# Question about chips in a foil pouch



## scvinegarpepper (Jan 27, 2011)

Well, I'm afraid my newly ordered AMNS won't be here in time to cook with tomorrow. So I'm going to have to improvise. I'm using my big gas cooker because my gas grill is too small and my UDS is at my parents house, miles and miles away. So I'm going to use chips and put them in pouches and place them on top of the "roof" over the burner. My question is this: should I soak the chips before putting them into the foil? I've heard both theories. But, in my mind, the whole theory of soaking the chips is so they don't burn up too fast. But if I am putting them in foil, it seems as though the foil barrier would keep them from burning up too fast, thus negating the need to soak. Am I right? Thanks.


----------



## figjam (Jan 27, 2011)

You'll likely get many opinions on this, but the purpose of using the foil pouch with chips is so you don't have to soak them.


----------



## eman (Jan 27, 2011)

I have used the foil pouchs and never soaked the chips. Just fold over a sheet of heavy duty foil and make the pouch . put in a lg. handfull of chips and fold to seal. i use an ice pick and put 6 holes in one side. works well.


----------



## TulsaJeff (Jan 27, 2011)

I do not recommend soaking the chips.. to me it is just not necessary. Place the chips in the foil and only poke a few very small holes in the top of the pouch.

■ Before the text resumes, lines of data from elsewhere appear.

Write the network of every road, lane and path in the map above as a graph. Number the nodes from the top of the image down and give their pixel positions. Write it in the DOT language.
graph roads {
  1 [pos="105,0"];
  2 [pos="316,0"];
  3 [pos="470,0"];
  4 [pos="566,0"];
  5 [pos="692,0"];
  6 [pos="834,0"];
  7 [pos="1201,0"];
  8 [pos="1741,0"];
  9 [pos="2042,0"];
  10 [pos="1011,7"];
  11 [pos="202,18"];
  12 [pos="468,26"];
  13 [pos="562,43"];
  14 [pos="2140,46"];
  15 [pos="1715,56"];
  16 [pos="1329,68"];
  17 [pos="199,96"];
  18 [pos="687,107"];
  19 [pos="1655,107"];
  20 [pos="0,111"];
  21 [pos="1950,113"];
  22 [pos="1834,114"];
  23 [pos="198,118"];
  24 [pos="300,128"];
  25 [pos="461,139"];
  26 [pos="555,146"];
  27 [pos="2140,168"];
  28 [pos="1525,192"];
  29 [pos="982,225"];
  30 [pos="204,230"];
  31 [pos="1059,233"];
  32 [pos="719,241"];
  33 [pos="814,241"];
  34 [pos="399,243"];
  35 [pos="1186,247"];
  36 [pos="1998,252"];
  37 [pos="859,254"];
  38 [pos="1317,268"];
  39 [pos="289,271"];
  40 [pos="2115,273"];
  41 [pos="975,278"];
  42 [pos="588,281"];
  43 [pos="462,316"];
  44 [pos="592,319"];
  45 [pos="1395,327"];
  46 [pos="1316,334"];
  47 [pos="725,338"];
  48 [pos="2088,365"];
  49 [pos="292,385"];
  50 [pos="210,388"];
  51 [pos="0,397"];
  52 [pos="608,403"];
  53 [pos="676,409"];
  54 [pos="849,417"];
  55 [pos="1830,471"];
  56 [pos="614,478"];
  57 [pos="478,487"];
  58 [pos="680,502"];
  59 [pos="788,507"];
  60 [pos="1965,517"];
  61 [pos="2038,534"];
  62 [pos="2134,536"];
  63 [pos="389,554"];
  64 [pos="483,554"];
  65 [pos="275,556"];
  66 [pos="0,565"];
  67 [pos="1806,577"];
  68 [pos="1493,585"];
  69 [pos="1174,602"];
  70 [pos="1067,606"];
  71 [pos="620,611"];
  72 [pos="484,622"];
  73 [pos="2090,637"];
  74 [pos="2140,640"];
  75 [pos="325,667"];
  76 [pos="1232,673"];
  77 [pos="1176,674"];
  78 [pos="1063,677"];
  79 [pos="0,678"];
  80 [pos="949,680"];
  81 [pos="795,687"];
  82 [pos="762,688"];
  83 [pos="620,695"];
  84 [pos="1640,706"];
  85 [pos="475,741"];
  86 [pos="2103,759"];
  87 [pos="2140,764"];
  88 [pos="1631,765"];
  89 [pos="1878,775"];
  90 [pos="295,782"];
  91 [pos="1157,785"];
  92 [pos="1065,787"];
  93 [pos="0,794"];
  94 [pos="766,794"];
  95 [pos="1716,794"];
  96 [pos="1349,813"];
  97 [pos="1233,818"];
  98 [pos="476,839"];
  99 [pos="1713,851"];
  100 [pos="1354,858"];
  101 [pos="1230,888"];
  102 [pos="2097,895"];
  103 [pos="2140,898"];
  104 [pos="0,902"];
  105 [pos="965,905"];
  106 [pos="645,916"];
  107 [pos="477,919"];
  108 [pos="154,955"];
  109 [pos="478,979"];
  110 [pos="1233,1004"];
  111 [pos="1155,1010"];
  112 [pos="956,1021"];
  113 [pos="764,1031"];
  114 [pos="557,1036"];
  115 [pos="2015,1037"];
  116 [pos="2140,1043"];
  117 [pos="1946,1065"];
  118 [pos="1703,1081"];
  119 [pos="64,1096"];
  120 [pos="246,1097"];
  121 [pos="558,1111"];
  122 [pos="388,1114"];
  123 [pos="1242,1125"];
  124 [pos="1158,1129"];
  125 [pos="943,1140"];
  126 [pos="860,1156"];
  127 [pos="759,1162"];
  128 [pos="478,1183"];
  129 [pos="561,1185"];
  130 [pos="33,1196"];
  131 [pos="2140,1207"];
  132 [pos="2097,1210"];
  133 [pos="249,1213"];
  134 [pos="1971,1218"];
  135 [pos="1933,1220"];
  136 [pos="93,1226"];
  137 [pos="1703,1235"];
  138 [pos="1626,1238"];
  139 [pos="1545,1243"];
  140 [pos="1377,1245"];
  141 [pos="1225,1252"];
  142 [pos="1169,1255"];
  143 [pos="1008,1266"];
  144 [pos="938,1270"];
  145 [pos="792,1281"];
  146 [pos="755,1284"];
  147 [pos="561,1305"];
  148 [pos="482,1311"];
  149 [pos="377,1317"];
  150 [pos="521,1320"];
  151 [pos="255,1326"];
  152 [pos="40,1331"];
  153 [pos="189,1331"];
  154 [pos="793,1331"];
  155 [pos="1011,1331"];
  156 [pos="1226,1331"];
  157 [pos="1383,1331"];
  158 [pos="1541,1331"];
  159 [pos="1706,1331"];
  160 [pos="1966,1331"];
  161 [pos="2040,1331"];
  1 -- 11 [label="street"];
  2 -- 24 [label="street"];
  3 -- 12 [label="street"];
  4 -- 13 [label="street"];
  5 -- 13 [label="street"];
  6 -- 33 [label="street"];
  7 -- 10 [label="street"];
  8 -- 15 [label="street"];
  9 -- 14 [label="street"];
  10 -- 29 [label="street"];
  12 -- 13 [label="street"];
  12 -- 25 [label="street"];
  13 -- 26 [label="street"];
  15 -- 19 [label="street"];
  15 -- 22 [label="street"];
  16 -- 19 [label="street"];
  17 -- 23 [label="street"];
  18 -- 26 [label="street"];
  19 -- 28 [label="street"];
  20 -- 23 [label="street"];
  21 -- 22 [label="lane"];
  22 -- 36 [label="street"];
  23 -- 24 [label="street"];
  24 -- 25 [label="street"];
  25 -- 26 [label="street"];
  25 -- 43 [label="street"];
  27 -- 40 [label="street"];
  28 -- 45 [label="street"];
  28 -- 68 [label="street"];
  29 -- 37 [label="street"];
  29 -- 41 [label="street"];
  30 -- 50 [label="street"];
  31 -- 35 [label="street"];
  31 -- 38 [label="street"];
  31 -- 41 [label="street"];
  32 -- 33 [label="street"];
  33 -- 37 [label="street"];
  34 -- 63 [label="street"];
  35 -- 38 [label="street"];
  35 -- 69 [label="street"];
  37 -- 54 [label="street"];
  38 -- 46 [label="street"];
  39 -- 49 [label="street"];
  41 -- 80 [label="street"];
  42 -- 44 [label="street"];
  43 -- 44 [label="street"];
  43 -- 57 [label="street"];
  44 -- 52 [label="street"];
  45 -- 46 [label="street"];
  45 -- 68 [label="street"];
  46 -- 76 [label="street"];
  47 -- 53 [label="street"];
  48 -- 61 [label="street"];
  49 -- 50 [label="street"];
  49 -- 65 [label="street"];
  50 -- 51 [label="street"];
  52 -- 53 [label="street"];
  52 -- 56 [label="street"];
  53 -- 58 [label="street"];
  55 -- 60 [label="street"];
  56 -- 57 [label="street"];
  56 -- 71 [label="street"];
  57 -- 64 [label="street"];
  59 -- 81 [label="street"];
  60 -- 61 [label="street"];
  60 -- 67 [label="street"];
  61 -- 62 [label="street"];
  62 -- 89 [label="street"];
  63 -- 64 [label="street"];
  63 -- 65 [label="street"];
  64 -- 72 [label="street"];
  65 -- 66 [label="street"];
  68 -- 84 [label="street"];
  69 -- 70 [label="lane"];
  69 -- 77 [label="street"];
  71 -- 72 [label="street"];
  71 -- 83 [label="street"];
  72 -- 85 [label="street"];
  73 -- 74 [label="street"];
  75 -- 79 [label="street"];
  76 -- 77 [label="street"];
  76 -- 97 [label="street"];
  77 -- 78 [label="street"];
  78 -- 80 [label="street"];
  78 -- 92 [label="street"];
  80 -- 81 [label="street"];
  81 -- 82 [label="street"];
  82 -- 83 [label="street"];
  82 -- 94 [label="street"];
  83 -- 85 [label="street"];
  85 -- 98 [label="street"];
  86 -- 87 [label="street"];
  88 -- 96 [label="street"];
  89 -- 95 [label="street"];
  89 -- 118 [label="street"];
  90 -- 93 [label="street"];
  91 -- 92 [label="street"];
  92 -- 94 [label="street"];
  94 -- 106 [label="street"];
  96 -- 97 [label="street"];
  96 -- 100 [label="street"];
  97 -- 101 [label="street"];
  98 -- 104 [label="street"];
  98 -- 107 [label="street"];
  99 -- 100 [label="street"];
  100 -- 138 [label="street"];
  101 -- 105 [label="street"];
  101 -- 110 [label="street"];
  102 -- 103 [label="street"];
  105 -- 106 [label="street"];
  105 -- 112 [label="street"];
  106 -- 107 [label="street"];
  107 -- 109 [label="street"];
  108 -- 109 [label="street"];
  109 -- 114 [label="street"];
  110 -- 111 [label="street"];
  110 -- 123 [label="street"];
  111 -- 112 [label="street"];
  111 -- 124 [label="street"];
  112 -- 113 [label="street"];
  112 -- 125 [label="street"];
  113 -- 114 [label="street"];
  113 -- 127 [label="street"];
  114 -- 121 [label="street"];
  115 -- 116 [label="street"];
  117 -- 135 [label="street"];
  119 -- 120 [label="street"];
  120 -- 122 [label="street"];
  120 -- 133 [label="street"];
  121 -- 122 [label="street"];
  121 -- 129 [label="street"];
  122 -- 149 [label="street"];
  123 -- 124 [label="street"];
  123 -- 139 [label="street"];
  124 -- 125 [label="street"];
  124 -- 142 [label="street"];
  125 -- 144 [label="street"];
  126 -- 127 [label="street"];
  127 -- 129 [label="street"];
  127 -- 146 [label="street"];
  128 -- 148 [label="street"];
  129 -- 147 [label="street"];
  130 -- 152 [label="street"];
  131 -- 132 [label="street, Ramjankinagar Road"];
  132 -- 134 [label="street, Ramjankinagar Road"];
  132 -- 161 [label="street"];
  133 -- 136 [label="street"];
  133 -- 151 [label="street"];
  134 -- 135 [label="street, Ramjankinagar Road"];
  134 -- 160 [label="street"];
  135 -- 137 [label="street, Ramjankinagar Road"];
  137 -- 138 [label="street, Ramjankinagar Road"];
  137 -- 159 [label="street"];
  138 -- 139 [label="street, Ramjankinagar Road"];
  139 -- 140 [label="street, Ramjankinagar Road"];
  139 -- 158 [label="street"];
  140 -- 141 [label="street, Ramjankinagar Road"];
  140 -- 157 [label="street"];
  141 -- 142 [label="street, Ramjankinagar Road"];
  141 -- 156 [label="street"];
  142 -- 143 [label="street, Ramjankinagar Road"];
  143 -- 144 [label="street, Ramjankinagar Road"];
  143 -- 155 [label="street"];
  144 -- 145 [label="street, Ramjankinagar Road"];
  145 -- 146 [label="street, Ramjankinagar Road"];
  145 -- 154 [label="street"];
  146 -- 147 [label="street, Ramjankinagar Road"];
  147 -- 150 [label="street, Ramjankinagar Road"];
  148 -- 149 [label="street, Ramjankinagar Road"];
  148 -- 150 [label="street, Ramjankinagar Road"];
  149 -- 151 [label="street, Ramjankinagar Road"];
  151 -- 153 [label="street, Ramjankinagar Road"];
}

This will allow the smoke to get out without allowing too much oxygen to get in and you should hot have a problem with flare ups

You could also place the chips in a metal coffee can covered tightly with foil and only a few small holes to let the smoke out. If needed, you can cut the can down to size with a dremel or rotary tool and a cutting wheel then file the edges so you don't cut your fingers.
	

	
	
		
		



		
			






Do they even make metal coffee cans anymore?


----------



## rbranstner (Jan 27, 2011)

I never soak my chips. I think the theory behind soaking is like you said to keep them from burning so fast. Well they aren't going to smoke until they dry out so in my mind all  you are doing is delaying your smoke production. What  have found to work the best to lengthen your smoke production time is to use some chips and some chunks. The chips will start smoking faster and get your smoke production going and then the when they run out your chunks should be going and will give you some extra time so you aren't opending the door all the time to add chips. This is just what I have found that works best for me so take it for what it's worth. Good Luck.


----------



## callahan4life (Jan 27, 2011)

TulsaJeff said:


> I do not recommend soaking the chips.. to me it is just not necessary. Place the chips in the foil and only poke a few very small holes in the top of the pouch.
> 
> This will allow the smoke to get out without allowing too much oxygen to get in and you should hot have a problem with flare ups
> 
> ...


A tuna fish can with foil and sawdust works well also. When wraping in foil I have never soaked the chips and never had a problem.


----------



## scarbelly (Jan 27, 2011)

I too agree on not soaking chips. Before I got my smoker, foiled chips is how I smoked. RB had a great idea with some chunks in the package too.


----------



## SmokinAl (Jan 27, 2011)

All of the above. Not much to add.


----------



## eman (Jan 27, 2011)

Yes Jeff they still sell coffee in cans . But the wife gets all of ours to do cakes in.


----------



## scottstreet (Apr 10, 2013)

callahan4life said:


> A tuna fish can with foil and sawdust works well also. When wraping in foil I have never soaked the chips and never had a problem.


----------



## scottstreet (Apr 10, 2013)

callahan4life said:


> A tuna fish can with foil and sawdust works well also. When wraping in foil I have never soaked the chips and never had a problem.


----------



## scottstreet (Apr 10, 2013)

Callahan4life, love this idea (mainly because its cheap!!). I'm new to this site and to smoking, so excuse my ignorance! Do you need to pierce the underside of the can? And you cover the top of the can (which has been removed) with foil, right? And then poke holes in the foil?
Thx, appreciate all the help I can get. Just had my first unsuccessful foray into the world of smoke. I. Didn't get any!! I think because I drenched the chips.


----------



## mountainhawg (Apr 10, 2013)

scottstreet said:


> Callahan4life, love this idea (mainly because its cheap!!). I'm new to this site and to smoking, so excuse my ignorance! Do you need to pierce the underside of the can? And you cover the top of the can (which has been removed) with foil, right? And then poke holes in the foil?
> Thx, appreciate all the help I can get. Just had my first unsuccessful foray into the world of smoke. I. Didn't get any!! I think because I drenched the chips.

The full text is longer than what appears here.